New AI does video colorizer in real-time. A new deep learning system enables editors to colorize a whole video simply by changing the color of one frame in the scene. It’s incredibly precise, efficient, and up to 50 times faster than previous methods. Videos include a lot of redundant data in-between frames, and painstakingly colorizing each black and white frame takes a long time. These types of redundancies have been studied extensively in video encoding and compression, but they have received less attention in sophisticated video processing such as colorizing a clip.
To propagate data, a variety of algorithms (such as the bilateral CNN model, similarity-guided filtering, and optical flow-based warping) process local associations between consecutive frames. To model the similarities between frames and pixels, they may use apparent motion or pre-designed pixel-level properties.
These algorithms, on the other hand, have several drawbacks, including the inability to represent high-level relationships between frames and the inability to effectively reflect the picture’s structure. To address these issues, NVIDIA researchers developed a novel deep learning-based system that allows editors to colorize a whole clip by colorizing a single frame in the scene.

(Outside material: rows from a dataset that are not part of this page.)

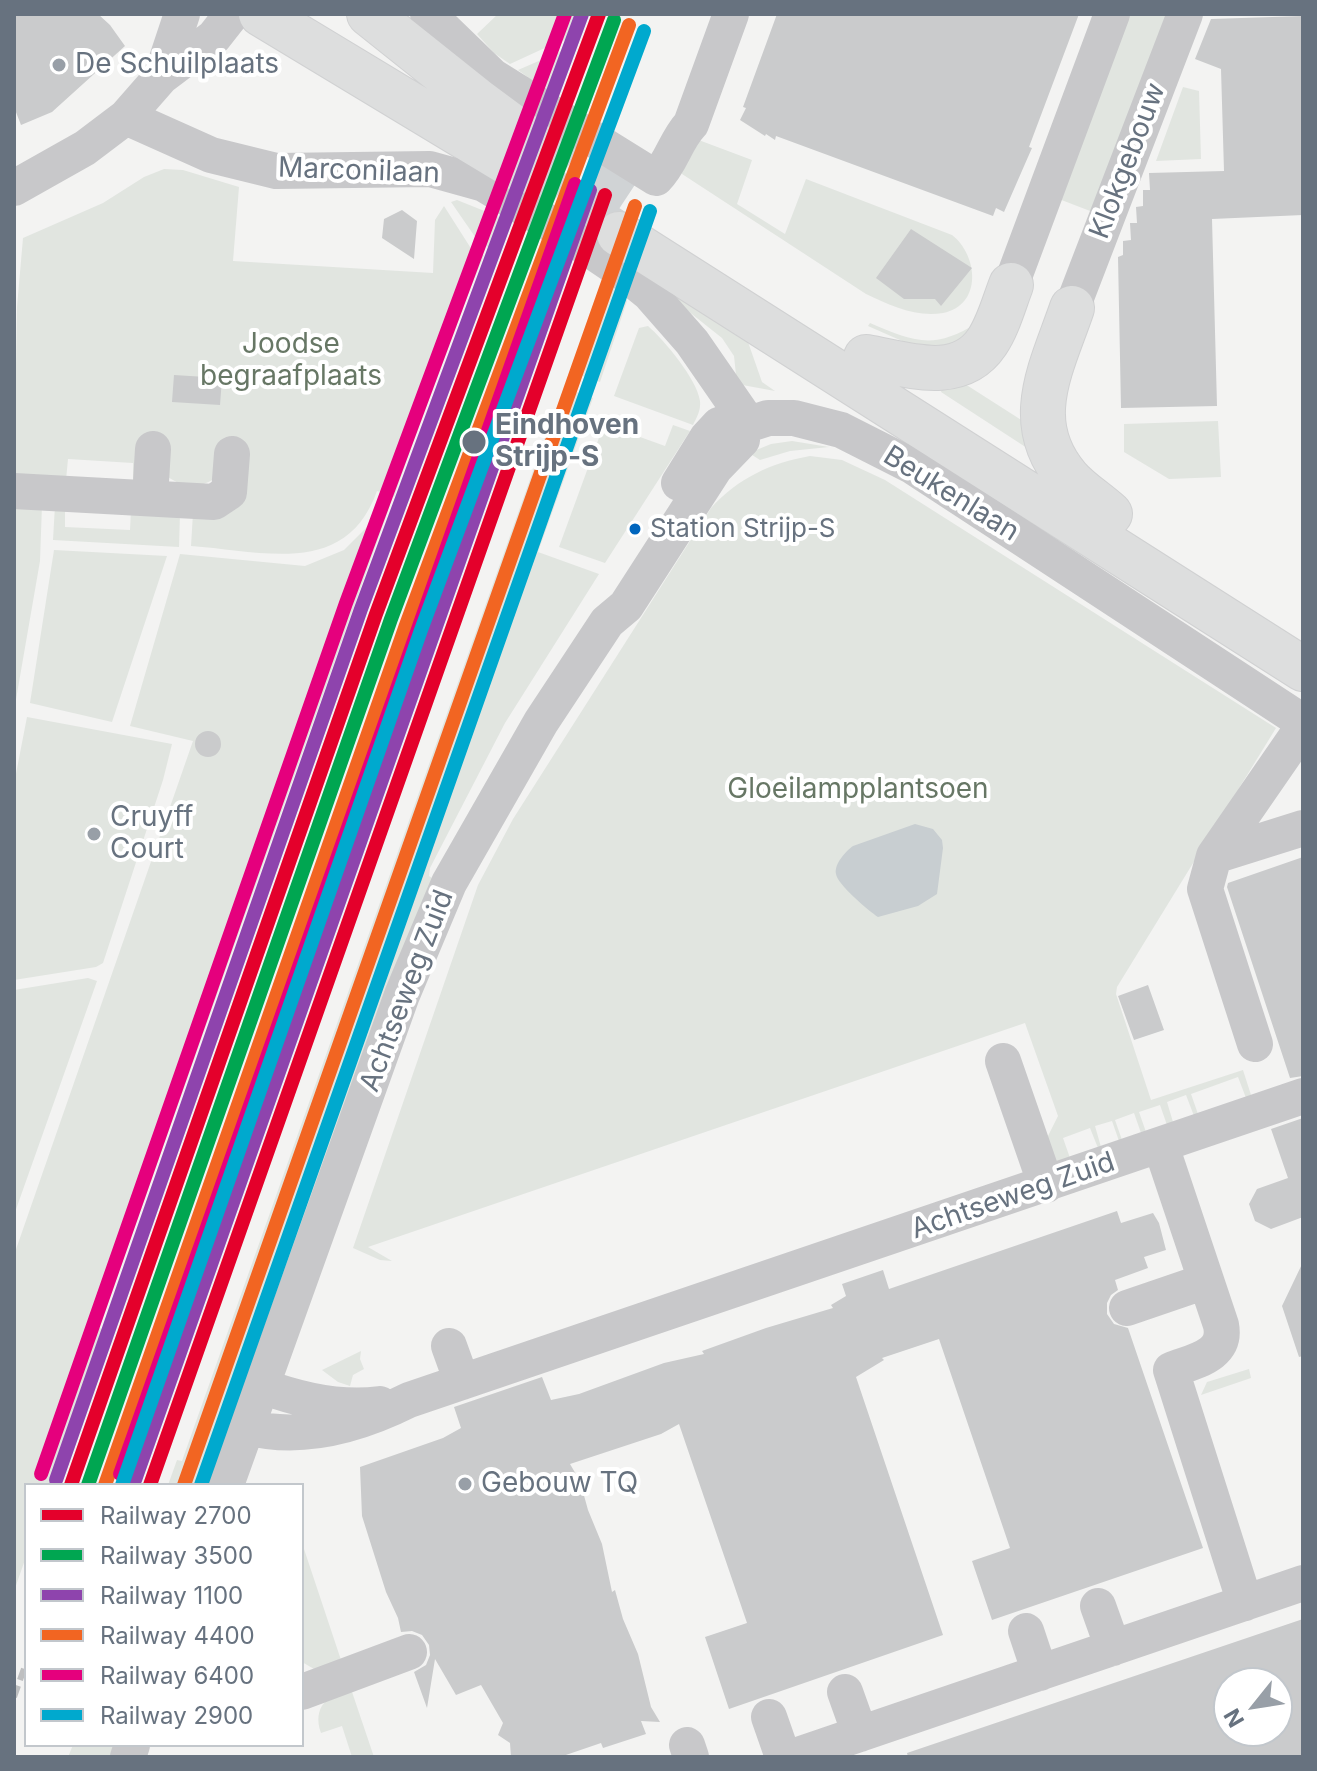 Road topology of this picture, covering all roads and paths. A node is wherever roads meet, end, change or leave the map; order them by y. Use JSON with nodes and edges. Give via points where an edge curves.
{"nodes":[{"id":1,"x":182,"y":14,"type":"edge"},
{"id":2,"x":232,"y":14,"type":"edge"},
{"id":3,"x":261,"y":14,"type":"edge"},
{"id":4,"x":369,"y":14,"type":"edge"},
{"id":5,"x":731,"y":14,"type":"edge"},
{"id":6,"x":1112,"y":14,"type":"edge"},
{"id":7,"x":1185,"y":14,"type":"edge"},
{"id":8,"x":432,"y":35,"type":"edge"},
{"id":9,"x":161,"y":77,"type":"junction"},
{"id":10,"x":126,"y":117,"type":"junction"},
{"id":11,"x":14,"y":188,"type":"edge"},
{"id":12,"x":636,"y":222,"type":"junction"},
{"id":13,"x":1011,"y":285,"type":"joint"},
{"id":14,"x":1072,"y":308,"type":"joint"},
{"id":15,"x":866,"y":357,"type":"junction"},
{"id":16,"x":746,"y":425,"type":"junction"},
{"id":17,"x":153,"y":449,"type":"dead end"},
{"id":18,"x":232,"y":454,"type":"dead end"},
{"id":19,"x":14,"y":491,"type":"edge"},
{"id":20,"x":150,"y":498,"type":"junction"},
{"id":21,"x":1110,"y":514,"type":"junction"},
{"id":22,"x":1303,"y":634,"type":"edge"},
{"id":23,"x":1303,"y":669,"type":"edge"},
{"id":24,"x":1303,"y":724,"type":"edge"},
{"id":25,"x":1303,"y":828,"type":"edge"},
{"id":26,"x":1214,"y":856,"type":"junction"},
{"id":27,"x":1255,"y":1044,"type":"dead end"},
{"id":28,"x":1003,"y":1061,"type":"dead end"},
{"id":29,"x":1303,"y":1096,"type":"edge"},
{"id":30,"x":1161,"y":1146,"type":"junction"},
{"id":31,"x":1046,"y":1185,"type":"junction"},
{"id":32,"x":1206,"y":1281,"type":"junction"},
{"id":33,"x":1127,"y":1308,"type":"dead end"},
{"id":34,"x":449,"y":1346,"type":"dead end"},
{"id":35,"x":462,"y":1382,"type":"junction"},
{"id":36,"x":262,"y":1386,"type":"junction"},
{"id":37,"x":409,"y":1400,"type":"junction"},
{"id":38,"x":247,"y":1427,"type":"junction"},
{"id":39,"x":227,"y":1483,"type":"edge"},
{"id":40,"x":1303,"y":1583,"type":"edge"},
{"id":41,"x":1245,"y":1603,"type":"junction"},
{"id":42,"x":1098,"y":1606,"type":"dead end"},
{"id":43,"x":1026,"y":1631,"type":"dead end"},
{"id":44,"x":1113,"y":1648,"type":"junction"},
{"id":45,"x":409,"y":1652,"type":"dead end"},
{"id":46,"x":1040,"y":1673,"type":"junction"},
{"id":47,"x":304,"y":1691,"type":"edge"},
{"id":48,"x":845,"y":1692,"type":"dead end"},
{"id":49,"x":769,"y":1717,"type":"dead end"},
{"id":50,"x":860,"y":1734,"type":"junction"},
{"id":51,"x":783,"y":1757,"type":"edge"},
{"id":52,"x":792,"y":1757,"type":"edge"}],
"edges":[{"from":1,"to":9,"type":"street"},
{"from":2,"to":9,"type":"street","via":[[214,37]]},
{"from":3,"to":8,"type":"main road","name":"Marconilaan","via":[[526,156]]},
{"from":4,"to":8,"type":"main road","name":"Marconilaan"},
{"from":5,"to":12,"type":"street","via":[[684,130]]},
{"from":6,"to":13,"type":"street"},
{"from":7,"to":14,"type":"street","name":"Klokgebouw"},
{"from":8,"to":12,"type":"street","name":"Marconilaan","via":[[492,76]]},
{"from":9,"to":10,"type":"street"},
{"from":10,"to":11,"type":"street","via":[[85,148]]},
{"from":10,"to":12,"type":"street","name":"Marconilaan","via":[[211,155],[276,171],[406,167],[449,173],[484,184],[559,229]]},
{"from":12,"to":15,"type":"main road"},
{"from":12,"to":16,"type":"street","via":[[649,293],[683,331]]},
{"from":12,"to":23,"type":"main road","name":"Beukenlaan"},
{"from":13,"to":15,"type":"main road","via":[[987,343],[970,360],[950,369]]},
{"from":14,"to":21,"type":"main road","via":[[1042,397],[1041,419],[1046,442],[1067,477]]},
{"from":15,"to":21,"type":"main road"},
{"from":16,"to":24,"type":"street","name":"Beukenlaan","via":[[779,417],[812,422],[841,430],[912,466]]},
{"from":16,"to":36,"type":"street","name":"Achtseweg Zuid","via":[[742,440],[715,468],[626,606],[607,622],[541,722],[449,883],[402,995]]},
{"from":17,"to":20,"type":"street"},
{"from":18,"to":20,"type":"street","via":[[229,492],[214,502]]},
{"from":19,"to":20,"type":"street"},
{"from":21,"to":22,"type":"main road"},
{"from":24,"to":26,"type":"street"},
{"from":25,"to":26,"type":"street"},
{"from":26,"to":27,"type":"street","via":[[1205,889]]},
{"from":28,"to":31,"type":"street"},
{"from":29,"to":30,"type":"street","name":"Achtseweg Zuid"},
{"from":30,"to":31,"type":"street","name":"Achtseweg Zuid"},
{"from":30,"to":32,"type":"street"},
{"from":31,"to":35,"type":"street","name":"Achtseweg Zuid"},
{"from":32,"to":33,"type":"street"},
{"from":32,"to":41,"type":"street","via":[[1221,1325],[1221,1344],[1207,1356],[1171,1370]]},
{"from":34,"to":35,"type":"street"},
{"from":35,"to":37,"type":"street","name":"Achtseweg Zuid"},
{"from":36,"to":37,"type":"street","name":"Achtseweg Zuid","via":[[356,1407]]},
{"from":36,"to":38,"type":"street","name":"Achtseweg Zuid"},
{"from":37,"to":38,"type":"street","name":"Achtseweg Zuid","via":[[376,1417],[326,1430],[274,1434]]},
{"from":38,"to":39,"type":"street","name":"Achtseweg Zuid"},
{"from":40,"to":41,"type":"street"},
{"from":41,"to":44,"type":"street"},
{"from":42,"to":44,"type":"street"},
{"from":43,"to":46,"type":"street"},
{"from":44,"to":46,"type":"street"},
{"from":45,"to":47,"type":"street"},
{"from":46,"to":50,"type":"street"},
{"from":48,"to":50,"type":"street"},
{"from":49,"to":51,"type":"street"},
{"from":50,"to":52,"type":"street"}]}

Researchers designed a temporal propagation network that consists of a propagation component for transferring the attributes (such color) of one frame to another to explicitly learn high-level similarity between subsequent frames. It accomplishes this by employing a linear transformation matrix controlled by a convolutional neural network (CNN).

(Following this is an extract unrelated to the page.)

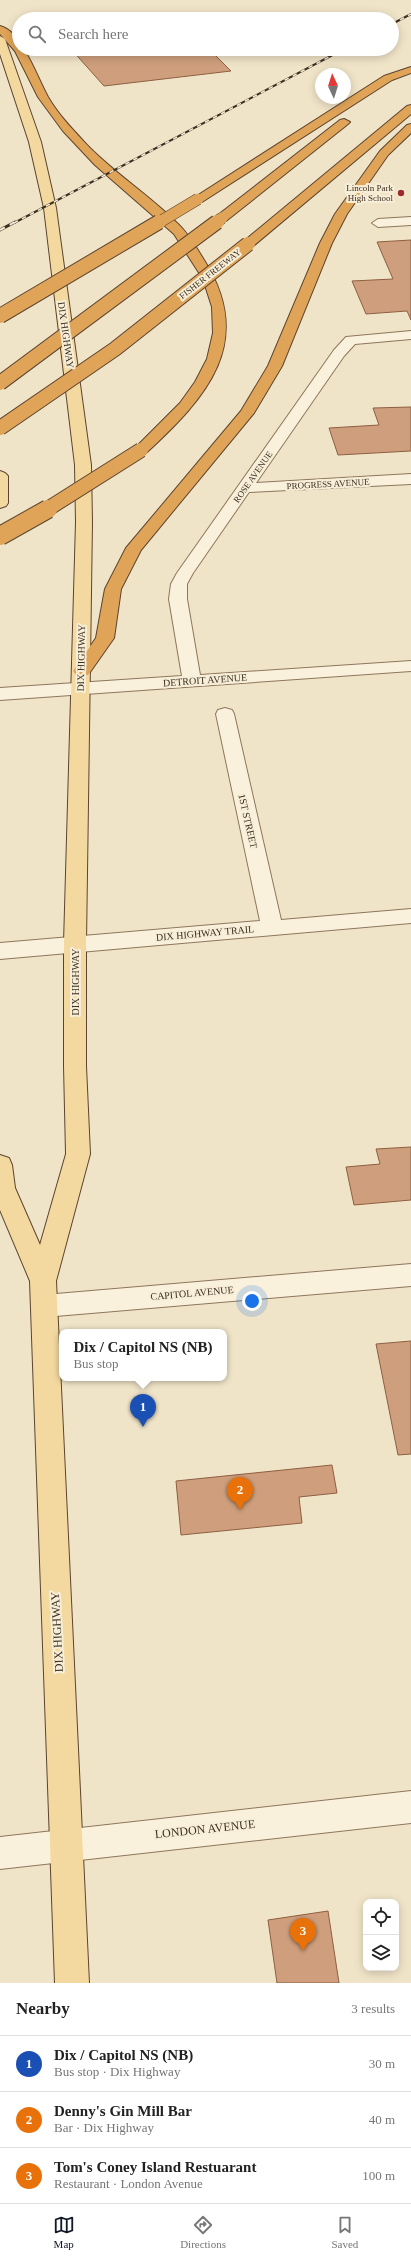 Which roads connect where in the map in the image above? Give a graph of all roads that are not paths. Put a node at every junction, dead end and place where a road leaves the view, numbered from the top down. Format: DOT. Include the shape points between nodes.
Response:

The CNN determines which colors from the colorized frame should be transmitted to the other black and white frames and fills them in. You might be wondering how this strategy differs from others. Better colorization can be achieved by using an interactive approach in which the editor annotates a piece of an image, which results in a finished product.
Researchers established two principles for learning propagation in the temporal domain. For starters, flame propagation must be invertible. Second, the target element must be kept intact throughout the procedure. They demonstrated that the proposed strategy may yield decent results that are equivalent to existing state-of-the-art procedures without using any image-based segmentation methods.
Researchers used NVIDIA Titan XP GPUs to train this network. For high dynamic range, color, and mask propagation, it was trained on hundreds of clips from multiple datasets. The network is based on the ACT dataset, which contains around 600,000 frames in 7,260 video sequences.